A few days after the season was over I received (in the mail! that’s how long ago this was) the final report from Heath Data, which confirmed the numbers those of us who were in the hunt got when we updated the stats each day manually during the final week. I wasn’t happy about the result, but I was glad to be in the money. But then I looked at the report that Heath called the hypothetical standings, based on our teams’ rosters coming out of the draft, as if we’d made no moves all season long. The hypotheticals are a good way to look at the team you were dealt, as it were. If you suffered a lot of injuries or PEDs suspensions that year your team would suffer in the hypotheticals.

But the draft day hypotheticals are also a good way to see how you played during the year. If you suffered a lot of injuries but turned your poor hypothetical showing into a strong real showing, you did good. Or vice versa, which is what happened to me in that long ago year. In fact, when I looked more closely, I discovered that if I ranked my draft day stats in the actual end of year standings against the actual non-hypothetical stats of the other ADL teams, I’d bought enough stats in the draft to have won the league. Another way to put it: if a safe fell on my head as I left the draft at O’Reilly’s that year, I would have finished first even with the other teams picking up injury replacements and making trades all season long.

Instead I had finished fourth. I found this to be profoundly depressing.

Screen Shot 2013-09-21 at 7.43.29 PMI bring this up now because something similar is happening in the American Dream League this year., our current stats service, sensibly offers up hypothetical standings all season long. Push a button and you get the draft day standings up to that date. I was aware all season long that I was hypothetically doing much better than I was in the real game, but I chalked that up to a disastrous series of moves I made back in May. That was when I traded Elvis Andrus and Junichi Tazawa for Justin Verlander. I knew I had a big surplus in steals and I thought adding the best pitcher in baseball would help my team. I was able to leverage Tazawa’s presumed role of closer to swing the deal, and was glad to see my hunch pay off and Tazawa didn’t hold the job. Unfortunately, Verlander didn’t do the job–perhaps distracted by girls–but that wasn’t my mistake. I made the right move but it didn’t work out. My actual mistake came from the blind side.

At that point in the season, mid May, my pitcher Felix Doubront was looking dismal. His velocity was down, his control stunk, his ERA was something above 6.00 with a giant WHIP. I had liked him a lot coming into the season, but I despaired that he was damaged and killing my pitching stats. Also, a few weeks before, I’d picked up Cleveland’s Corey Kluber, who had looked like a strong strikeout pitcher with good skills for a few games, but then he got pounded in a game and his ERA ballooned up above six, too. Which pitcher would he be going forward? I figured with Verlander and Shields I didn’t need the risk.
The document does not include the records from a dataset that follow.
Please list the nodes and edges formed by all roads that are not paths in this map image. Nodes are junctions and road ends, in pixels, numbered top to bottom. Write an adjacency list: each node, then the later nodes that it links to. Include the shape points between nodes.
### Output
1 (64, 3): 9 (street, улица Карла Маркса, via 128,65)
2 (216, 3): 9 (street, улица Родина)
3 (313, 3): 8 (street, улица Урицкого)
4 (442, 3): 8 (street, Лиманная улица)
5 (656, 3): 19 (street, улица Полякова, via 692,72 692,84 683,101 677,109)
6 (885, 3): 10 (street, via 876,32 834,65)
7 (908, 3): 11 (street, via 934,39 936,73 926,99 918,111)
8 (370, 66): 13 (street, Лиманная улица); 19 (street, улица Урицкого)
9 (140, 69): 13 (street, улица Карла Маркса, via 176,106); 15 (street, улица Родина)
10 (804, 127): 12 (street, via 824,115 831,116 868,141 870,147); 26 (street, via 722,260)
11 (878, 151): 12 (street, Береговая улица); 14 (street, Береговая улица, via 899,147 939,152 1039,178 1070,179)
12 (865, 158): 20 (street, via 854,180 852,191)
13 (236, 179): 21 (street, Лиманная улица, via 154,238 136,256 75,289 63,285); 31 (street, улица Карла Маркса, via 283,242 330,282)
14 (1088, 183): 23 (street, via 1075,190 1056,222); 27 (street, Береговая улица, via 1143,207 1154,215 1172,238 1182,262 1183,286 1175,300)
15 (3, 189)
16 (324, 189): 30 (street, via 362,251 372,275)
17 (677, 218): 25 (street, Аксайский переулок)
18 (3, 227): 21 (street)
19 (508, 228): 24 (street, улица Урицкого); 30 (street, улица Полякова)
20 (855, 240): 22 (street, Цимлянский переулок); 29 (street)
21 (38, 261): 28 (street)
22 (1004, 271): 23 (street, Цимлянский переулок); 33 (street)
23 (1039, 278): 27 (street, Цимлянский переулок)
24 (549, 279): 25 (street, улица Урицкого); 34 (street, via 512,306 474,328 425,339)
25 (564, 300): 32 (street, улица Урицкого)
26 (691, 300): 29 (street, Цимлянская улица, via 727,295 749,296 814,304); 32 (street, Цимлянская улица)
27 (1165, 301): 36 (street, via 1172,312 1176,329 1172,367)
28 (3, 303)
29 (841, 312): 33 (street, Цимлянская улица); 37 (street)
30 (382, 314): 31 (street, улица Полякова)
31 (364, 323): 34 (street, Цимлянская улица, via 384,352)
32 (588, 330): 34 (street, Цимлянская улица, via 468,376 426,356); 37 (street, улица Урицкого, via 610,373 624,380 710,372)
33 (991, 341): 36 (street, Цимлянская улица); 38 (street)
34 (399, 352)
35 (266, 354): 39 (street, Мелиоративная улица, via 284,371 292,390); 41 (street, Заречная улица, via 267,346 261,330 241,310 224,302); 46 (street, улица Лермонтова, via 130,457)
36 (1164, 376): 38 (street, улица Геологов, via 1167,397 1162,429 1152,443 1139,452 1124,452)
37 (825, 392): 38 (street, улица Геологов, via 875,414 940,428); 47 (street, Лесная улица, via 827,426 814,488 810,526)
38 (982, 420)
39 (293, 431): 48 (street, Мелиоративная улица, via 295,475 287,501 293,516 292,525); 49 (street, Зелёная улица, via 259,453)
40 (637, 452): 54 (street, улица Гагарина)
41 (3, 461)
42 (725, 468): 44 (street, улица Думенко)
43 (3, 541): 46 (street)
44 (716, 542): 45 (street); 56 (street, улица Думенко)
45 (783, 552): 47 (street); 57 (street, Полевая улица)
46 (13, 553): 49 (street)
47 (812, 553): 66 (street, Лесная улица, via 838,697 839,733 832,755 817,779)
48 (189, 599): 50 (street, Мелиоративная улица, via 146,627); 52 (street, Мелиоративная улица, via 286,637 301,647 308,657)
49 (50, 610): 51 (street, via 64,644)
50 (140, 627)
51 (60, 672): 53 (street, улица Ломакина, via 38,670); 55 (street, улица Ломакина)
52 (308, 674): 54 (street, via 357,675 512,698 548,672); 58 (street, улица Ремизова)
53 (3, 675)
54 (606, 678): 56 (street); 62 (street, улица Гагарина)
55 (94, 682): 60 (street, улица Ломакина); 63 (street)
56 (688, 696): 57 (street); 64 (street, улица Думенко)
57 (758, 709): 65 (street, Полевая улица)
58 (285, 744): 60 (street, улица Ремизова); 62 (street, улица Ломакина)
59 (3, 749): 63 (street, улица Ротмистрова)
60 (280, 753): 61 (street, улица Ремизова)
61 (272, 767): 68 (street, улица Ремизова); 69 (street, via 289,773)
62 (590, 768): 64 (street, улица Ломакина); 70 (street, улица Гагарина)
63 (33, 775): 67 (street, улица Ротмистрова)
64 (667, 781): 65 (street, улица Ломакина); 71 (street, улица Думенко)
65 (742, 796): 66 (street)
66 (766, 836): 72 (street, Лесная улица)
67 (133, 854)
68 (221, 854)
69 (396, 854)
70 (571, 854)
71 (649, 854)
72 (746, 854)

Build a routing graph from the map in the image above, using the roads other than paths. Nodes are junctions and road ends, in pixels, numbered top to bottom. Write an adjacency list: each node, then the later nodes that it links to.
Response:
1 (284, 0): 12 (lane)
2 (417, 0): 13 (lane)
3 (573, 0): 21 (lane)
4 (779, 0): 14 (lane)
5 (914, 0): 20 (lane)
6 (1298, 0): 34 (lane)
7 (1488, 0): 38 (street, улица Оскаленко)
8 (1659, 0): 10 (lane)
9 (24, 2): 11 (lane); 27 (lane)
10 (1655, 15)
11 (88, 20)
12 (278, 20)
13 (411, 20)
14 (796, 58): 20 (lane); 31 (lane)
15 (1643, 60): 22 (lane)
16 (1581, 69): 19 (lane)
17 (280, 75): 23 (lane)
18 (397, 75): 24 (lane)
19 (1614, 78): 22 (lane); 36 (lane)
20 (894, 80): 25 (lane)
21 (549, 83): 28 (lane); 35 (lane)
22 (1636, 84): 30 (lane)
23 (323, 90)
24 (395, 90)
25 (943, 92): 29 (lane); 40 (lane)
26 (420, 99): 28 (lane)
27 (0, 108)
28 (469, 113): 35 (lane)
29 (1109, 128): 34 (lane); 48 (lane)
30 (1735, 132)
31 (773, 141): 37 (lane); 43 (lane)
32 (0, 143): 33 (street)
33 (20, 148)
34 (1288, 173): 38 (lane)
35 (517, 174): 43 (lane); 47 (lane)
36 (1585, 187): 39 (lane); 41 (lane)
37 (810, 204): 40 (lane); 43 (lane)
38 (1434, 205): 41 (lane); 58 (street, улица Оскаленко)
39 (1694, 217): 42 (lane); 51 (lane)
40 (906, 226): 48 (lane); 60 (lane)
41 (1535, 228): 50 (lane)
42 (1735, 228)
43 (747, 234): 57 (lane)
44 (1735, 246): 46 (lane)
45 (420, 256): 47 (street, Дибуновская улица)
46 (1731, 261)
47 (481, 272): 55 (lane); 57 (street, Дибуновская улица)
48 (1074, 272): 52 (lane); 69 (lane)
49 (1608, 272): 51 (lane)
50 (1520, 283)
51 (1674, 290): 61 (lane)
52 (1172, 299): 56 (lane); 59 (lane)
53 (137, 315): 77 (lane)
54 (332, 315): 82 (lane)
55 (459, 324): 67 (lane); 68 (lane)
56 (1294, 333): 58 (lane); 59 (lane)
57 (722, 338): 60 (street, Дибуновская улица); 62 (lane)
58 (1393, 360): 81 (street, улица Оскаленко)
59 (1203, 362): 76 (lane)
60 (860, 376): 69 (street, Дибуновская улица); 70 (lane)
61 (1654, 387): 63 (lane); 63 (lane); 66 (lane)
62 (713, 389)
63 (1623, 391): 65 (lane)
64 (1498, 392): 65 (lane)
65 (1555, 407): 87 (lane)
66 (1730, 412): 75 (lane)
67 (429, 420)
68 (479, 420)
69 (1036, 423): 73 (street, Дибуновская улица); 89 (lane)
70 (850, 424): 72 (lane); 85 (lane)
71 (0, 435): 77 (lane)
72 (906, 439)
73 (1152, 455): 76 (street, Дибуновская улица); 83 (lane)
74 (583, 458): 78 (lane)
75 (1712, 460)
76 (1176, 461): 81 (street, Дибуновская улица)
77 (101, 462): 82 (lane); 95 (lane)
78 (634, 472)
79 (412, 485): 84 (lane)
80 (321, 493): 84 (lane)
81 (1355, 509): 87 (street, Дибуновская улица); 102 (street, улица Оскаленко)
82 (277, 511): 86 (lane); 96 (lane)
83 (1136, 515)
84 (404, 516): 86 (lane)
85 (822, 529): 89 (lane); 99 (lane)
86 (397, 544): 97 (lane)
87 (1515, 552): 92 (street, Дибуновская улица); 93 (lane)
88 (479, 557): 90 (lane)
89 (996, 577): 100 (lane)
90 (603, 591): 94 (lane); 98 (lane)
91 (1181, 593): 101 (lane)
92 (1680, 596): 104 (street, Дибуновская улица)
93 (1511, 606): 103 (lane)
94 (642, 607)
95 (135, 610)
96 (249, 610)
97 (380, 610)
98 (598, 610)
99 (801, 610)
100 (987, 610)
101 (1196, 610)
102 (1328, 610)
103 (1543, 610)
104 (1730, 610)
Another factor was our rule that teams that don’t get seven saves during the season get zero points in the saves category. This isn’t a huge deal, but points are points and having just traded Tazawa, who I assumed would get a few, I was scouring the waiver wire and found two potential sources in Oliver Perez in Seattle, where Tom Wilhelmsen was struggling, and fireballer Josh Leuke in Tampa Bay, where Fernando Rodney had suddenly gone all, um, historical-Rodney-like with his control. I decided to go after these putative closers, deciding to release Doubront and Kluber–who each had two-starts against tough teams coming up that week–if I got them (another rule we have limits you to three Special Reserves a season of players who aren’t on the DL or in the minors). I got them.

Both Doubront and Kluber pitched surprisingly well in their four games that week, but to my satisfaction didn’t win any of them. The next week I made a substantial bid on Kluber but was beat out. I didn’t bid on Doubront because I was still convinced he was damaged, but he soon showed he wasn’t. He immediately, punishingly, became the pitcher I had frozen to start the year, thinking, hoping, I had a major breakout candidate. Kluber pitched very well until he got hurt, and certainly would have helped my staff a lot if I’d Special Reserved him, and until a rough patch in September, Doubront was excellent. Perez and Leuke turned out to be nothing, which is why I thought pitching was the problem with my team. But when I looked more closely at the hypotheticals today, they show something different:

My team has 14 fewer homers and 18 fewer steals now than I bought on draft day. I do have 18 more wins, but my ERA and WHIP are both higher than the team I bought back then, even after trading for Verlander. That’s in part because when Verlander was on my team he had a 3.91 ERA, just barely better than my team’s, and a hurtful 13.24 Ratio. (I subsequently traded him for Chris Sale, who will be a decent freeze next spring.) But the real damage to my team came to my offense, which was the result of a series of trades with which I intended to add homers and batting average.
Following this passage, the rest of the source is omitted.